*** Block opens ***

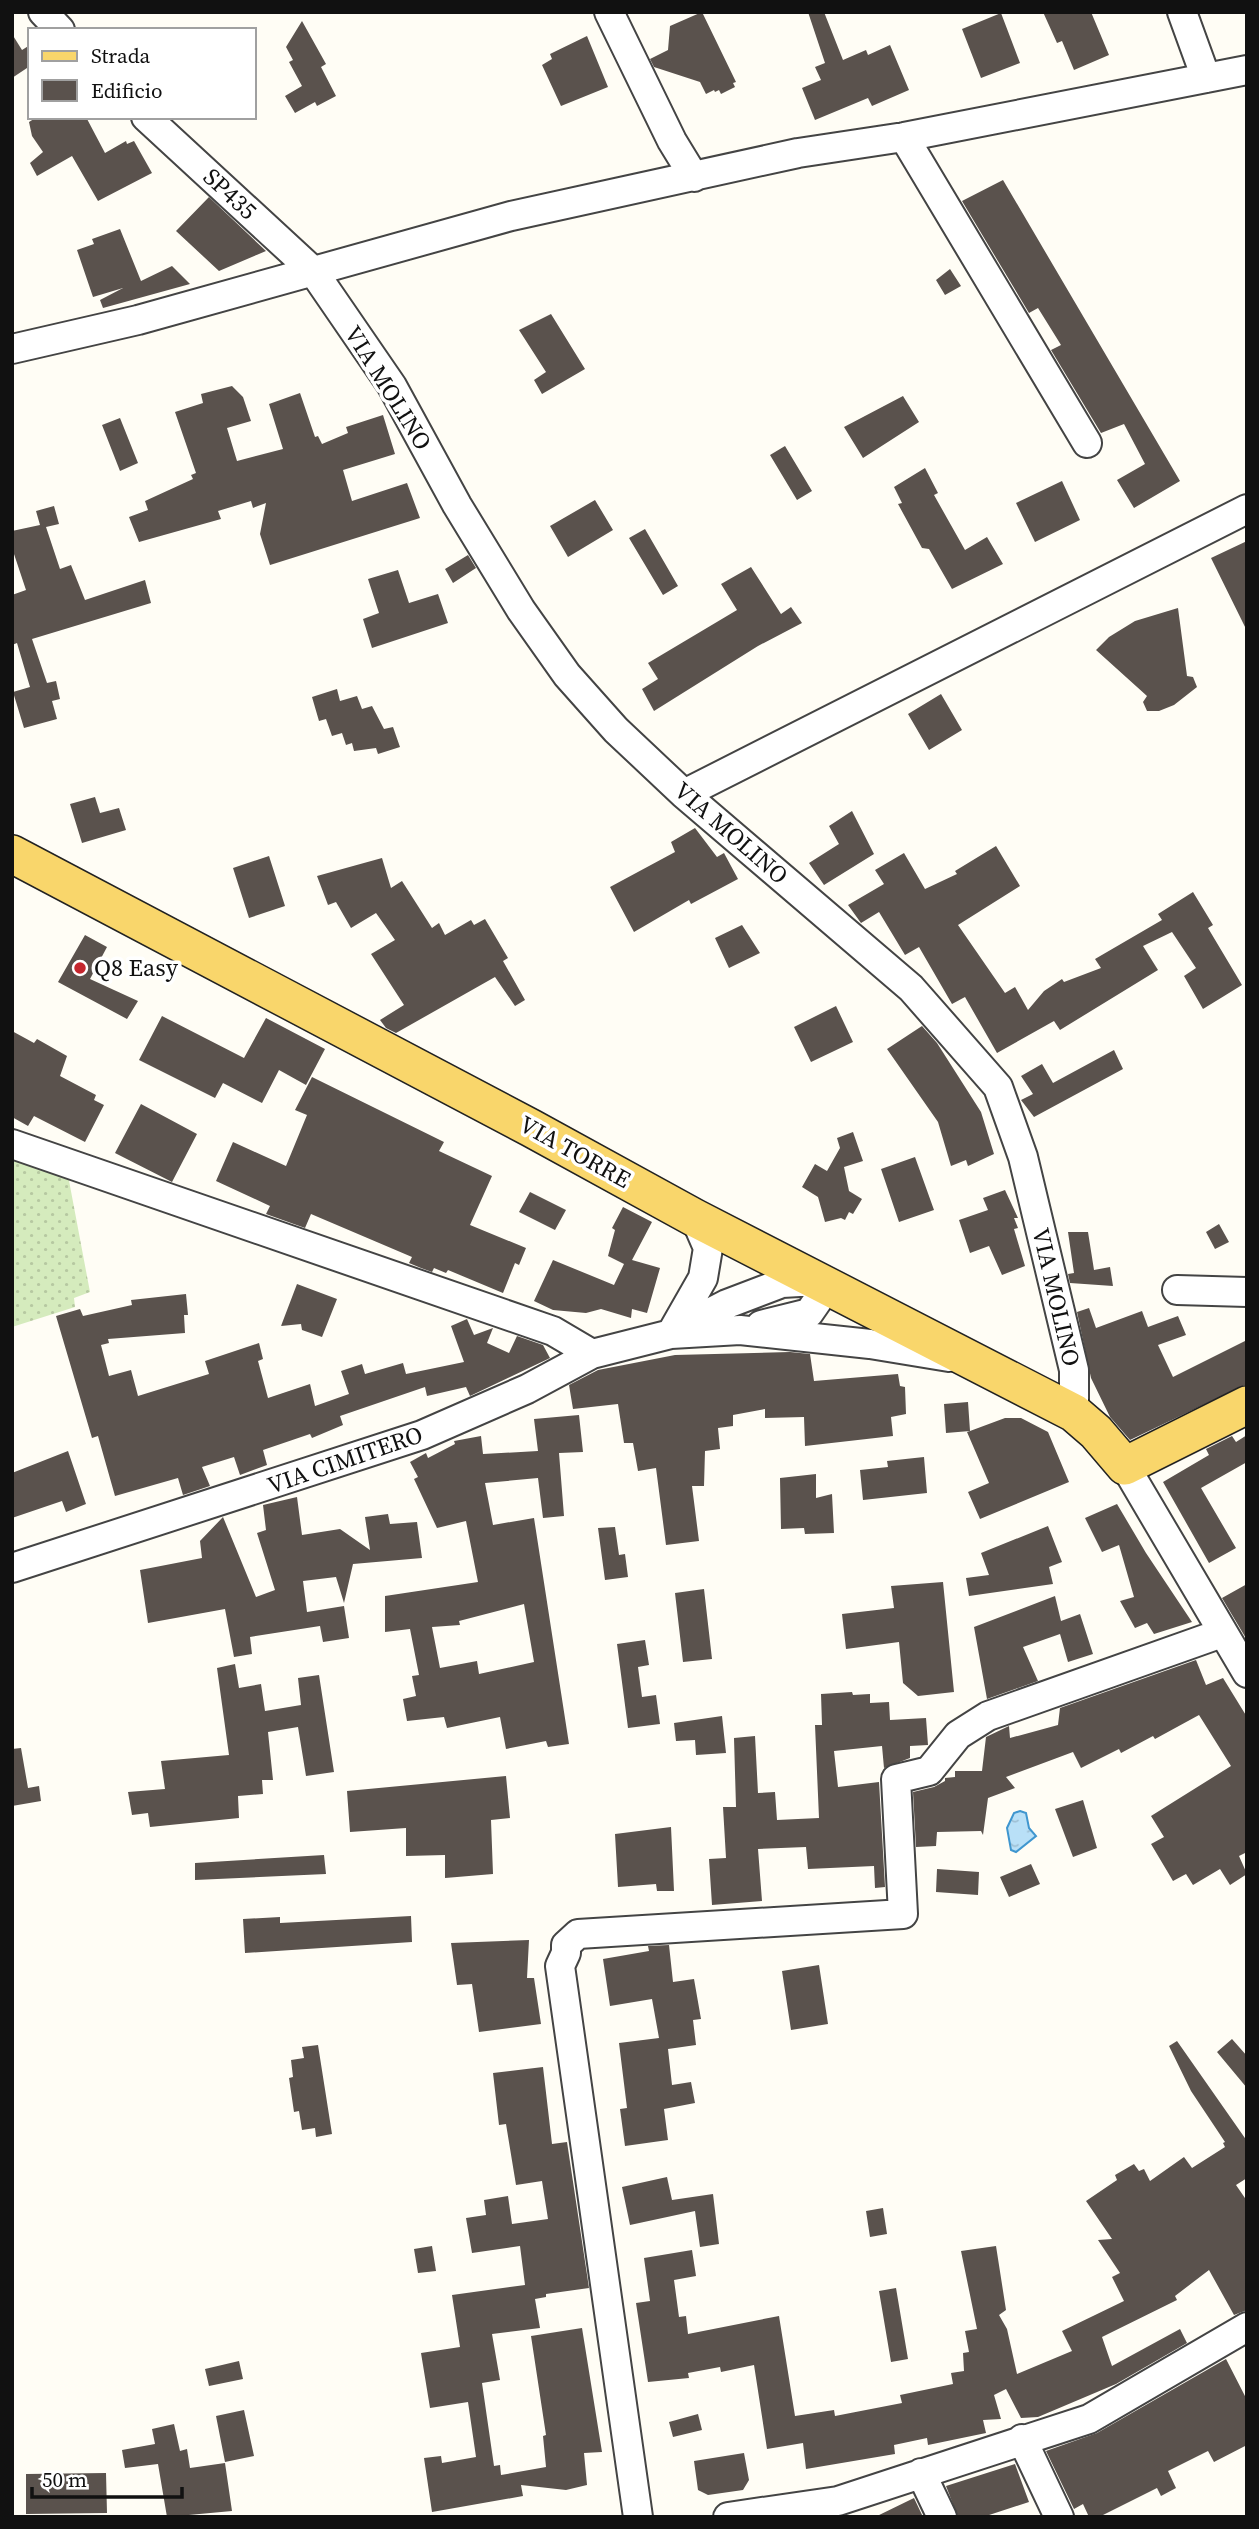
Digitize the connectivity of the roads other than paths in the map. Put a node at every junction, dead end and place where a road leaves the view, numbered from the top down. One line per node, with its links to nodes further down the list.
1 (43, 12): 4 (street)
2 (609, 12): 9 (street)
3 (1182, 12): 6 (street)
4 (58, 28)
5 (1247, 70): 6 (street)
6 (1206, 78): 8 (street)
7 (148, 119): 10 (street, SP435)
8 (904, 137): 9 (street); 12 (street)
9 (694, 177): 10 (street)
10 (313, 271): 11 (street); 14 (street, VIA MOLINO)
11 (12, 349)
12 (1087, 443)
13 (1247, 509): 14 (street)
14 (684, 794): 26 (street, VIA MOLINO)
15 (12, 854): 17 (main road, VIA TORRE)
16 (12, 1144): 23 (street)
17 (695, 1218): 18 (main road, VIA TORRE); 22 (street)
18 (817, 1281): 21 (street, VIA CIMITERO); 22 (street, VIA CIMITERO); 24 (main road, VIA TORRE)
19 (1177, 1290): 20 (street)
20 (1247, 1292)
21 (740, 1330): 22 (street, VIA CIMITERO); 24 (street, VIA CIMITERO)
22 (671, 1334): 23 (street, VIA CIMITERO)
23 (592, 1354): 28 (street, VIA CIMITERO)
24 (970, 1361): 26 (main road, VIA TORRE)
25 (1247, 1405): 27 (main road)
26 (1074, 1413): 27 (main road, VIA TORRE)
27 (1125, 1466): 29 (street)
28 (12, 1568)
29 (1222, 1633): 30 (street); 31 (street)
30 (1247, 1673)
31 (566, 1953): 36 (street); 37 (street)
32 (1247, 2327): 33 (street)
33 (1022, 2439): 34 (street); 40 (street)
34 (921, 2473): 35 (street); 39 (street)
35 (836, 2509): 38 (street)
36 (638, 2517)
37 (657, 2517)
38 (728, 2517)
39 (942, 2517)
40 (1059, 2517)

*** Block closes ***

The word "MOLINO" occurs on some lines of the data. Give the number of those lines only.

RESULT
2